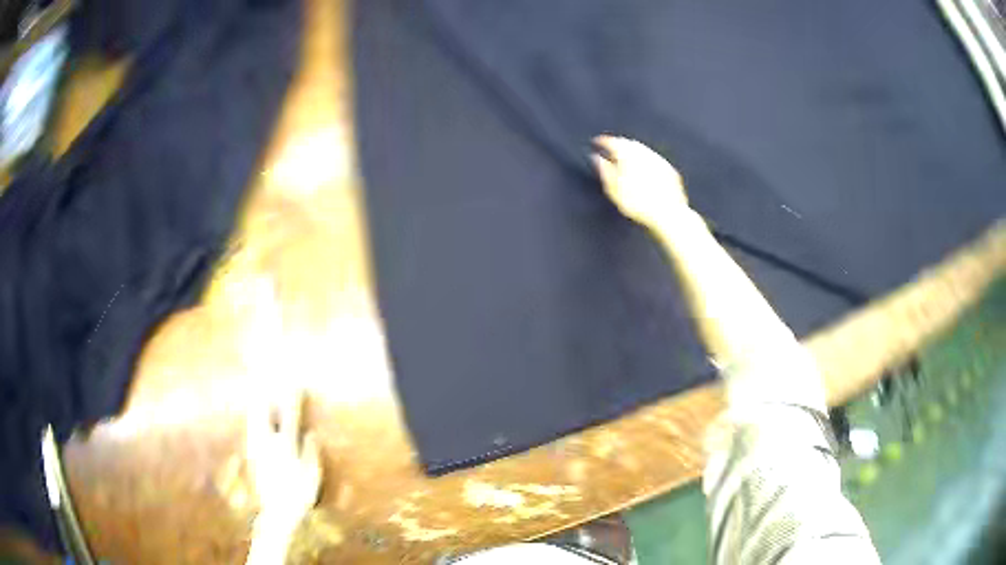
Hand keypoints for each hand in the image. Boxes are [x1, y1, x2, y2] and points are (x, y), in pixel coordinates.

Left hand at [246, 389, 321, 526]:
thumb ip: (310, 452)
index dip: (294, 399)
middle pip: (264, 412)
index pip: (290, 416)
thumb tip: (310, 433)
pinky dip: (253, 417)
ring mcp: (257, 448)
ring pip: (254, 419)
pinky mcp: (252, 455)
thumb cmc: (300, 495)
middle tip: (268, 378)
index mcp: (286, 446)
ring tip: (258, 390)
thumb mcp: (312, 475)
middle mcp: (269, 443)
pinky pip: (251, 429)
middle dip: (267, 394)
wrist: (278, 512)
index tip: (297, 384)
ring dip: (257, 403)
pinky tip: (253, 416)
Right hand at [591, 135, 689, 228]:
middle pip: (628, 143)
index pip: (611, 141)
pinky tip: (644, 172)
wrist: (668, 214)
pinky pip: (654, 160)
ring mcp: (658, 160)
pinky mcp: (669, 170)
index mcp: (627, 154)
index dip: (602, 141)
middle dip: (618, 145)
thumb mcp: (613, 189)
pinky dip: (646, 162)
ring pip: (642, 150)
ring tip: (626, 161)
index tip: (597, 143)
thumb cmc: (639, 204)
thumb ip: (604, 170)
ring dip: (632, 152)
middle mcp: (644, 153)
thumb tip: (596, 158)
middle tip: (610, 151)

▸ **Exercise**
Please work out how many lines above carry "ring", writing only the result.

▸ **Answer space**
8